AW: VC Phaser using the LM13600

Michael B. Irwin mirwin1 at istar.ca
Thu Jan 7 20:21:18 CET 1999


Hello,
There should be no difference in the sound of a phaser using either
leading or lagging stages.
Consider a phaser made up of 4 leading (or lagging) simple all-pass
stages in series, with an output summing stage where the phase-delayed
signal is summed with the unmodified input signal. Assume the input
signal phase is zero degrees.  A reinforcement peak will be present at
the turnover freq ( total shift=360 degrees with a 90 degree
contribution from each stage).

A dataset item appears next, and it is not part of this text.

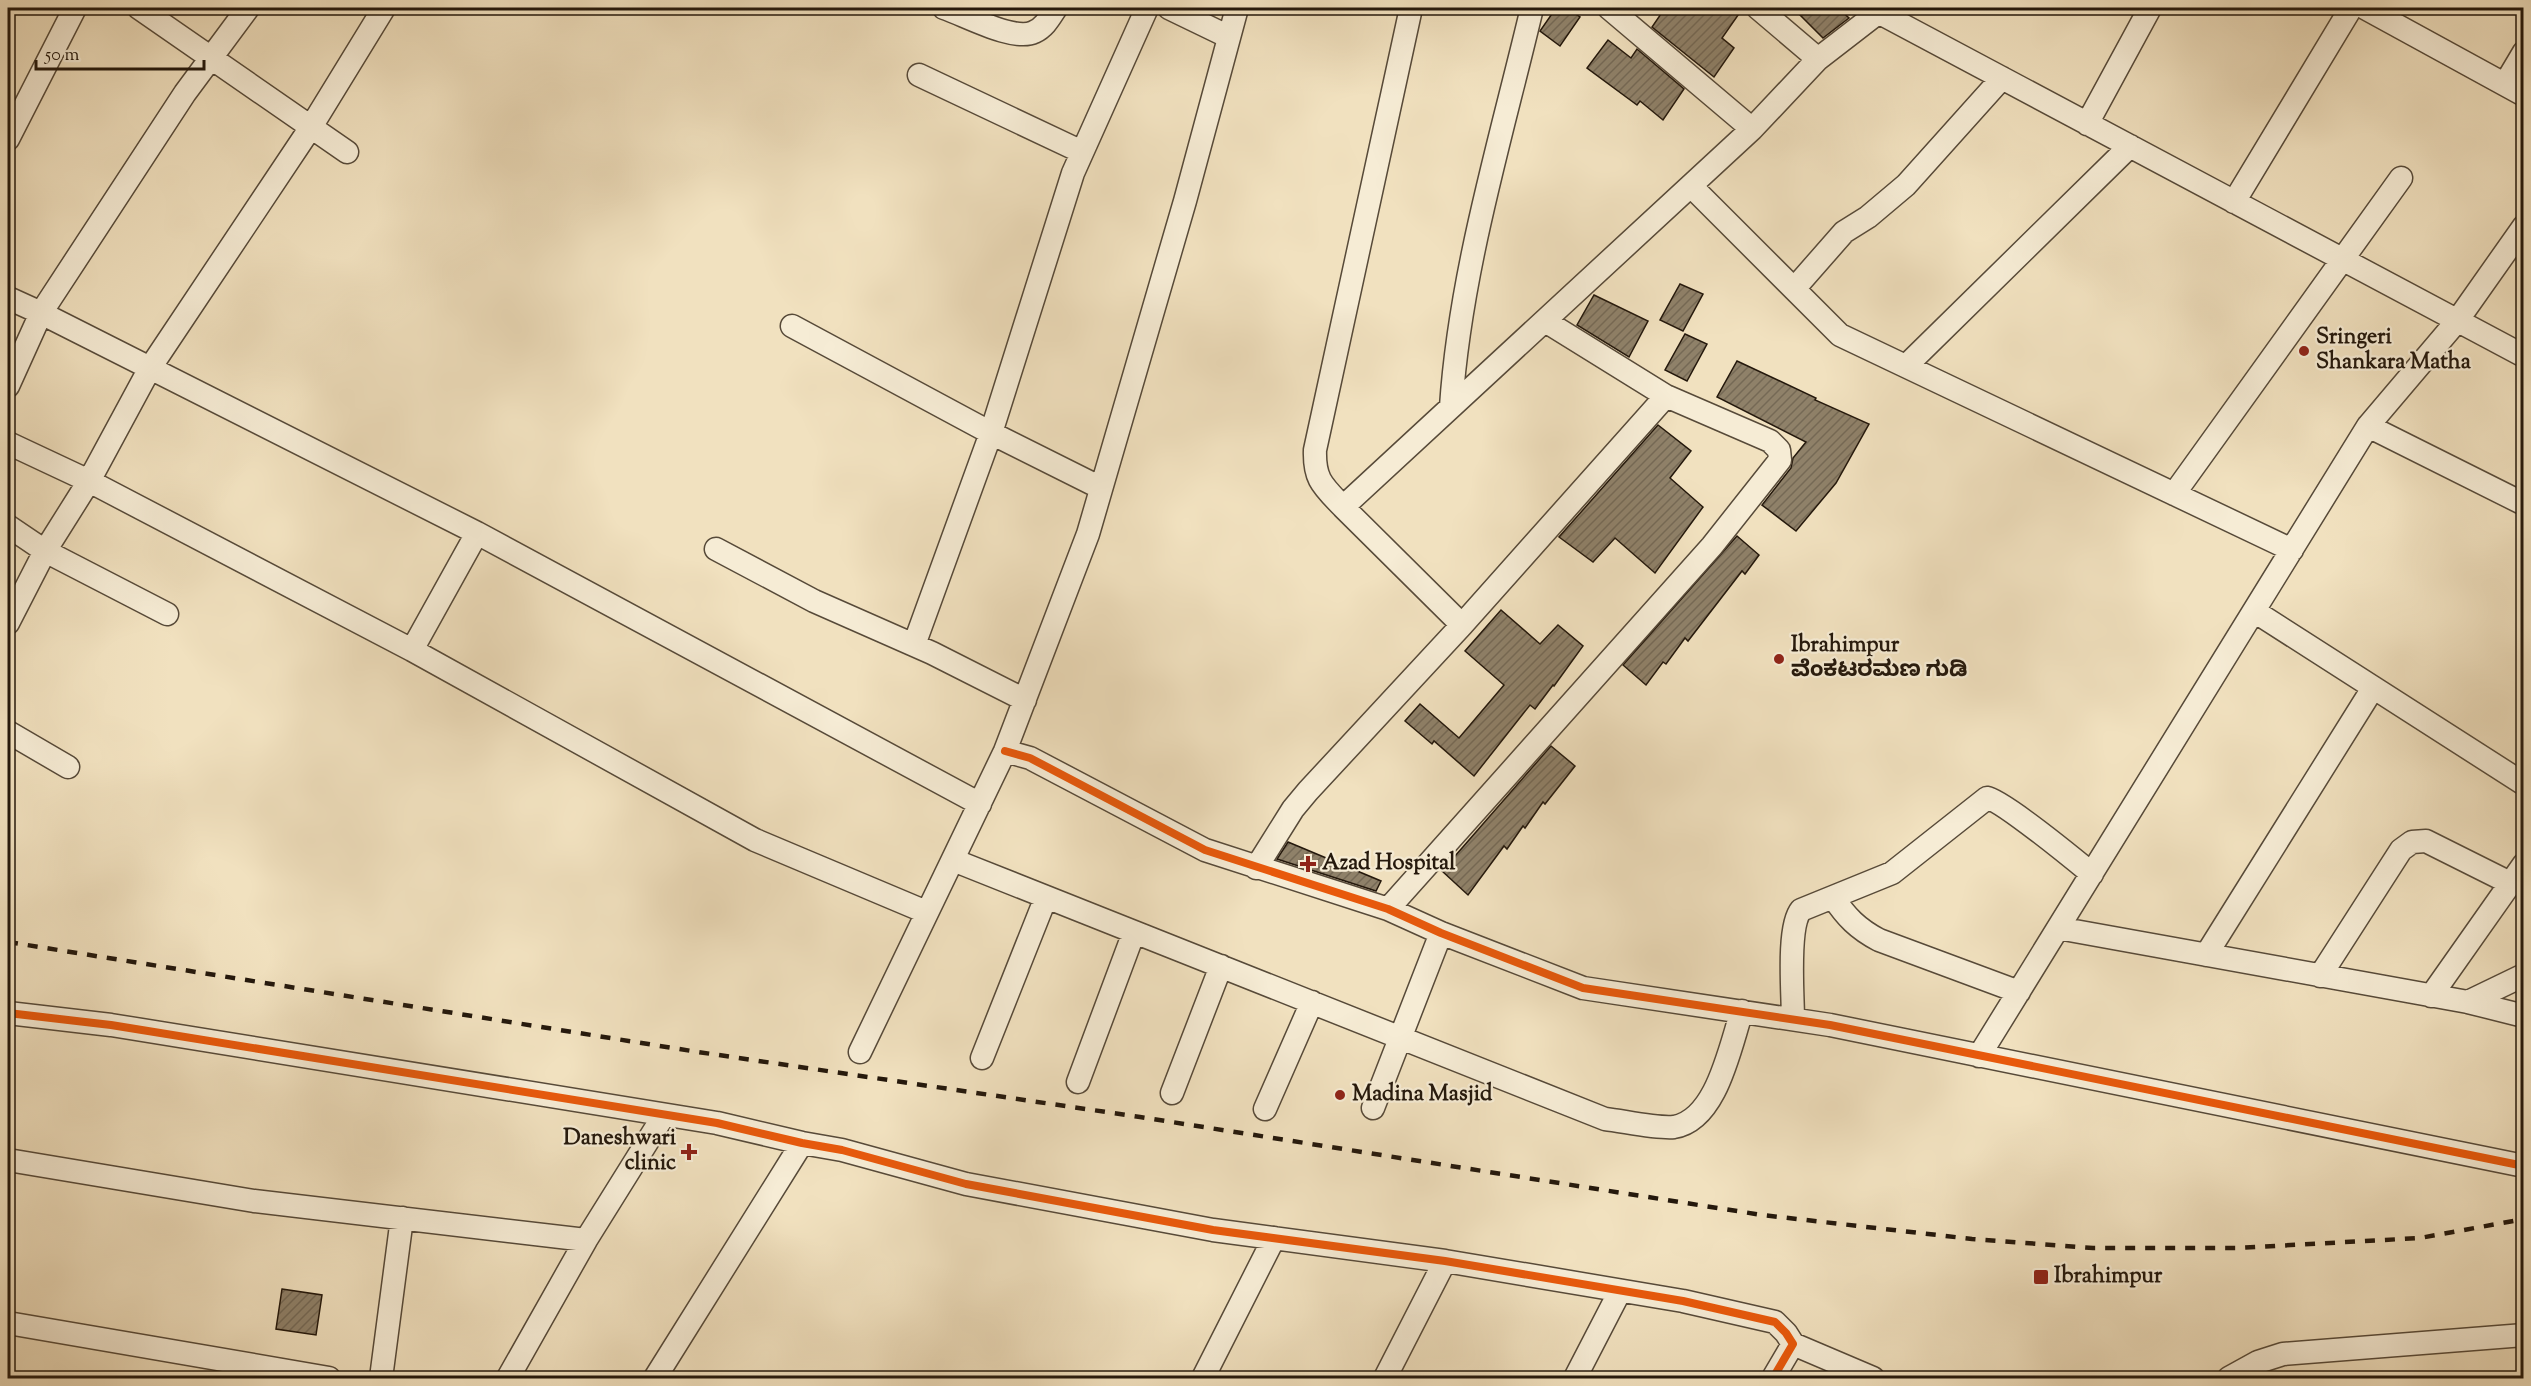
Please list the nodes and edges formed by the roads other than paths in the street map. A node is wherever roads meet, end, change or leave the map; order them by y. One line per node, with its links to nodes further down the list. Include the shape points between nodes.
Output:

This is the case for both leading and
lagging stages. Two notches are present. If the turnover freq is
normalized to 1 the notches are at the following freqs :

    0.414 (4 x 45 degrees) and 2.414 (4 x 135 degrees) for leading and
lagging stages.

For the lagging stage case  the 4 x 45 degree notch is at 0.414 x
turnover freq while for the leading stage case  the 4 x 45 degree notch
is at 2.414 x turnover freq. The same inverse relationship applies to
the 4 x 135 degree notches. Both cases produce identical amplitude
responses (theoretically). I don't know how they compare in practice,
but simulations using Electronics Workbench show identical results when
the response is displayed with the Bode plotter.